→ **MATERIAL FOR THIS EXERCISE**:
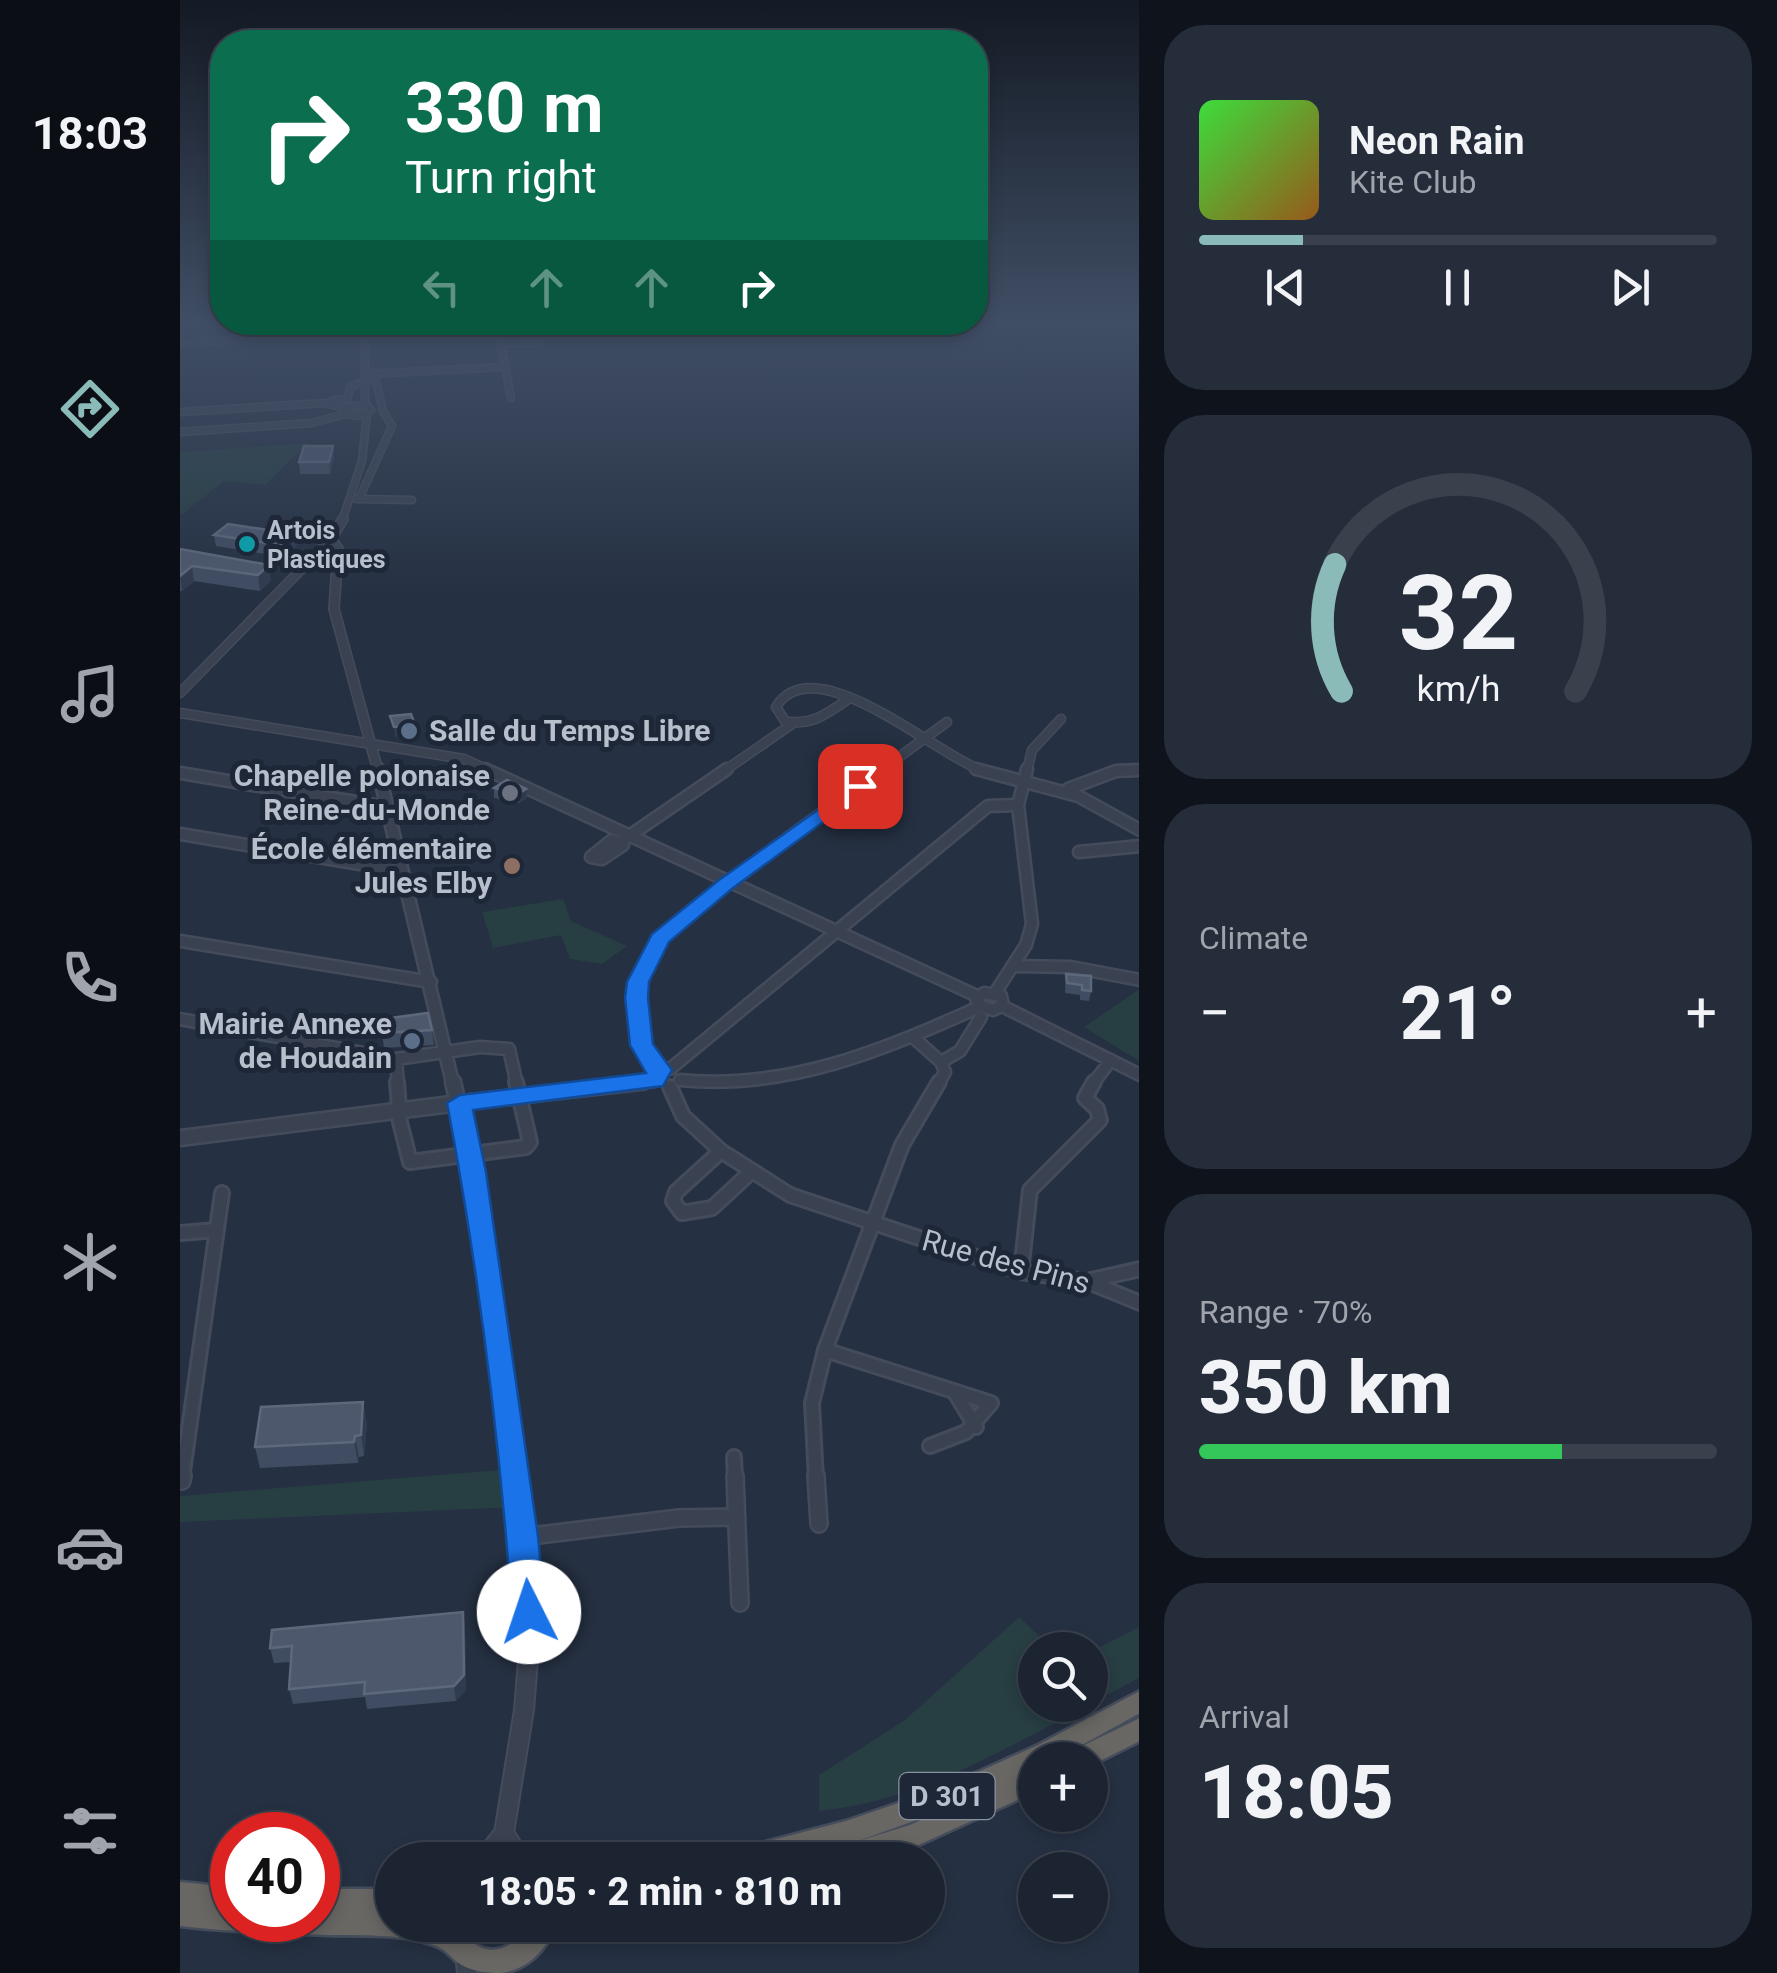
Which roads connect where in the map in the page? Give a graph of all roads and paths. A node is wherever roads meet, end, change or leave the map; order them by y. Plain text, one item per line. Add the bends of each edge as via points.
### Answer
1 (340, 414) edge
2 (353, 414) edge
3 (368, 414) edge
4 (385, 414) edge
5 (366, 429) junction
6 (180, 432) edge
7 (354, 499) junction
8 (412, 500) dead end
9 (331, 540) junction
10 (312, 556) junction
11 (337, 557) junction
12 (180, 693) edge
13 (850, 698) junction
14 (180, 713) edge
15 (1061, 719) dead end
16 (947, 722) dead end
17 (792, 724) junction
18 (923, 740) junction
19 (372, 744) junction
20 (1139, 770) edge
21 (180, 773) edge
22 (1024, 782) junction
23 (1068, 790) junction
24 (1018, 805) junction
25 (386, 807) junction
26 (1139, 829) edge
27 (180, 834) edge
28 (630, 834) junction
29 (619, 843) dead end
30 (1139, 846) edge
31 (1079, 852) dead end
32 (402, 870) junction
33 (730, 881) junction
34 (838, 930) junction
35 (180, 941) edge
36 (1013, 966) junction
37 (1139, 980) edge
38 (431, 982) junction
39 (995, 993) junction
40 (980, 1006) junction
41 (1002, 1006) junction
42 (180, 1019) edge
43 (915, 1039) junction
44 (447, 1052) junction
45 (396, 1059) junction
46 (1111, 1060) junction
47 (942, 1062) junction
48 (661, 1074) junction
49 (1139, 1074) edge
50 (676, 1083) junction
51 (519, 1096) junction
52 (460, 1103) junction
53 (399, 1110) junction
54 (180, 1138) edge
55 (722, 1151) junction
56 (470, 1155) junction
57 (752, 1171) junction
58 (222, 1194) dead end
59 (872, 1222) junction
60 (217, 1230) junction
61 (180, 1232) edge
62 (1139, 1268) edge
63 (1021, 1272) junction
64 (1086, 1281) junction
65 (1139, 1303) edge
66 (825, 1350) junction
67 (954, 1390) junction
68 (976, 1426) junction
69 (930, 1446) dead end
70 (183, 1455) edge
71 (734, 1457) dead end
72 (182, 1481) edge
73 (736, 1517) junction
74 (819, 1524) dead end
75 (522, 1536) junction
76 (740, 1603) dead end
77 (1139, 1701) edge
78 (1139, 1730) edge
79 (1108, 1745) edge
80 (1018, 1788) edge
81 (504, 1833) junction
82 (497, 1842) edge
83 (510, 1842) edge
84 (817, 1842) edge
85 (893, 1842) edge
86 (180, 1894) edge
87 (210, 1897) edge
88 (375, 1900) edge
89 (340, 1901) edge
90 (180, 1914) edge
91 (210, 1917) edge
92 (340, 1923) edge
93 (375, 1923) edge
94 (533, 1942) edge
95 (459, 1948) edge
96 (510, 1966) edge

1 - 6 street via 311,423
2 - 5 street
3 - 5 street
4 - 7 street via 390,424 376,467
5 - 7 street
7 - 8 street
7 - 9 street
9 - 10 street
9 - 11 street via 338,544
10 - 11 street
10 - 12 street
11 - 19 street via 334,609
13 - 17 street via 813,722
13 - 17 street via 820,688 793,690 776,707
13 - 18 street
14 - 19 street
15 - 22 street via 1032,750
16 - 18 street, Rue des Pins
17 - 28 street
18 - 22 street via 972,768
18 - 33 street, Rue des Pins
19 - 25 street
19 - 28 street via 464,758
20 - 23 street via 1116,771
21 - 25 street
22 - 23 street
22 - 24 street
23 - 26 street
24 - 34 street via 988,806
24 - 36 street via 1032,924
25 - 32 street
27 - 32 street
28 - 29 street
28 - 33 street
30 - 31 street
32 - 38 street
33 - 34 street
33 - 48 street, Rue des Pins via 660,939 638,982 642,1045
34 - 40 street
34 - 48 street
35 - 38 street
36 - 37 street via 1071,967
36 - 39 street
38 - 44 street
39 - 40 street
39 - 41 street via 1004,999
40 - 41 street
40 - 43 street
40 - 47 street via 960,1051
41 - 46 street
42 - 45 street
43 - 47 street
43 - 50 street via 832,1068
44 - 45 street
44 - 51 street via 509,1049
44 - 52 street
45 - 53 street
46 - 49 street
46 - 63 street via 1086,1092 1100,1120 1026,1198
47 - 59 street via 943,1078 902,1145
48 - 50 street
48 - 50 street, Rue des Pins via 678,1073
48 - 51 street
50 - 55 street, Rue des Pins via 684,1116
51 - 52 street
51 - 56 street via 526,1148
52 - 53 street
52 - 56 street
53 - 54 street
53 - 56 street via 410,1162
55 - 57 street, Rue des Pins
55 - 57 street via 676,1192 673,1201 682,1213 707,1212
56 - 75 street
57 - 59 street, Rue des Pins via 810,1204
58 - 60 street
59 - 63 street, Rue des Pins
59 - 66 street
60 - 61 street
60 - 70 street
62 - 64 street
63 - 64 street, Rue des Pins
64 - 65 street, Rue des Pins
66 - 67 street
66 - 74 street via 812,1403
67 - 68 street
67 - 68 street via 991,1403
68 - 69 street via 959,1439
70 - 72 street
71 - 73 street
73 - 75 street
73 - 76 street
75 - 81 street via 530,1655
77 - 84 highway, D 301 via 953,1794
78 - 79 highway
80 - 85 highway, D 301
81 - 82 street
81 - 83 street
86 - 87 highway
88 - 89 highway
90 - 91 highway
92 - 93 highway
94 - 96 highway
95 - 96 highway via 483,1962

→ **TASK REQUIREMENTS**: What you return must match the records line for line, with the pictures left out.

→ **OUTPUT BELOW**:
Which roads connect where in the map in the page? Give a graph of all roads and paths. A node is wherever roads meet, end, change or leave the map; order them by y. Plain text, one item per line. Add the bends of each edge as via points.
### Answer
1 (340, 414) edge
2 (353, 414) edge
3 (368, 414) edge
4 (385, 414) edge
5 (366, 429) junction
6 (180, 432) edge
7 (354, 499) junction
8 (412, 500) dead end
9 (331, 540) junction
10 (312, 556) junction
11 (337, 557) junction
12 (180, 693) edge
13 (850, 698) junction
14 (180, 713) edge
15 (1061, 719) dead end
16 (947, 722) dead end
17 (792, 724) junction
18 (923, 740) junction
19 (372, 744) junction
20 (1139, 770) edge
21 (180, 773) edge
22 (1024, 782) junction
23 (1068, 790) junction
24 (1018, 805) junction
25 (386, 807) junction
26 (1139, 829) edge
27 (180, 834) edge
28 (630, 834) junction
29 (619, 843) dead end
30 (1139, 846) edge
31 (1079, 852) dead end
32 (402, 870) junction
33 (730, 881) junction
34 (838, 930) junction
35 (180, 941) edge
36 (1013, 966) junction
37 (1139, 980) edge
38 (431, 982) junction
39 (995, 993) junction
40 (980, 1006) junction
41 (1002, 1006) junction
42 (180, 1019) edge
43 (915, 1039) junction
44 (447, 1052) junction
45 (396, 1059) junction
46 (1111, 1060) junction
47 (942, 1062) junction
48 (661, 1074) junction
49 (1139, 1074) edge
50 (676, 1083) junction
51 (519, 1096) junction
52 (460, 1103) junction
53 (399, 1110) junction
54 (180, 1138) edge
55 (722, 1151) junction
56 (470, 1155) junction
57 (752, 1171) junction
58 (222, 1194) dead end
59 (872, 1222) junction
60 (217, 1230) junction
61 (180, 1232) edge
62 (1139, 1268) edge
63 (1021, 1272) junction
64 (1086, 1281) junction
65 (1139, 1303) edge
66 (825, 1350) junction
67 (954, 1390) junction
68 (976, 1426) junction
69 (930, 1446) dead end
70 (183, 1455) edge
71 (734, 1457) dead end
72 (182, 1481) edge
73 (736, 1517) junction
74 (819, 1524) dead end
75 (522, 1536) junction
76 (740, 1603) dead end
77 (1139, 1701) edge
78 (1139, 1730) edge
79 (1108, 1745) edge
80 (1018, 1788) edge
81 (504, 1833) junction
82 (497, 1842) edge
83 (510, 1842) edge
84 (817, 1842) edge
85 (893, 1842) edge
86 (180, 1894) edge
87 (210, 1897) edge
88 (375, 1900) edge
89 (340, 1901) edge
90 (180, 1914) edge
91 (210, 1917) edge
92 (340, 1923) edge
93 (375, 1923) edge
94 (533, 1942) edge
95 (459, 1948) edge
96 (510, 1966) edge

1 - 6 street via 311,423
2 - 5 street
3 - 5 street
4 - 7 street via 390,424 376,467
5 - 7 street
7 - 8 street
7 - 9 street
9 - 10 street
9 - 11 street via 338,544
10 - 11 street
10 - 12 street
11 - 19 street via 334,609
13 - 17 street via 813,722
13 - 17 street via 820,688 793,690 776,707
13 - 18 street
14 - 19 street
15 - 22 street via 1032,750
16 - 18 street, Rue des Pins
17 - 28 street
18 - 22 street via 972,768
18 - 33 street, Rue des Pins
19 - 25 street
19 - 28 street via 464,758
20 - 23 street via 1116,771
21 - 25 street
22 - 23 street
22 - 24 street
23 - 26 street
24 - 34 street via 988,806
24 - 36 street via 1032,924
25 - 32 street
27 - 32 street
28 - 29 street
28 - 33 street
30 - 31 street
32 - 38 street
33 - 34 street
33 - 48 street, Rue des Pins via 660,939 638,982 642,1045
34 - 40 street
34 - 48 street
35 - 38 street
36 - 37 street via 1071,967
36 - 39 street
38 - 44 street
39 - 40 street
39 - 41 street via 1004,999
40 - 41 street
40 - 43 street
40 - 47 street via 960,1051
41 - 46 street
42 - 45 street
43 - 47 street
43 - 50 street via 832,1068
44 - 45 street
44 - 51 street via 509,1049
44 - 52 street
45 - 53 street
46 - 49 street
46 - 63 street via 1086,1092 1100,1120 1026,1198
47 - 59 street via 943,1078 902,1145
48 - 50 street
48 - 50 street, Rue des Pins via 678,1073
48 - 51 street
50 - 55 street, Rue des Pins via 684,1116
51 - 52 street
51 - 56 street via 526,1148
52 - 53 street
52 - 56 street
53 - 54 street
53 - 56 street via 410,1162
55 - 57 street, Rue des Pins
55 - 57 street via 676,1192 673,1201 682,1213 707,1212
56 - 75 street
57 - 59 street, Rue des Pins via 810,1204
58 - 60 street
59 - 63 street, Rue des Pins
59 - 66 street
60 - 61 street
60 - 70 street
62 - 64 street
63 - 64 street, Rue des Pins
64 - 65 street, Rue des Pins
66 - 67 street
66 - 74 street via 812,1403
67 - 68 street
67 - 68 street via 991,1403
68 - 69 street via 959,1439
70 - 72 street
71 - 73 street
73 - 75 street
73 - 76 street
75 - 81 street via 530,1655
77 - 84 highway, D 301 via 953,1794
78 - 79 highway
80 - 85 highway, D 301
81 - 82 street
81 - 83 street
86 - 87 highway
88 - 89 highway
90 - 91 highway
92 - 93 highway
94 - 96 highway
95 - 96 highway via 483,1962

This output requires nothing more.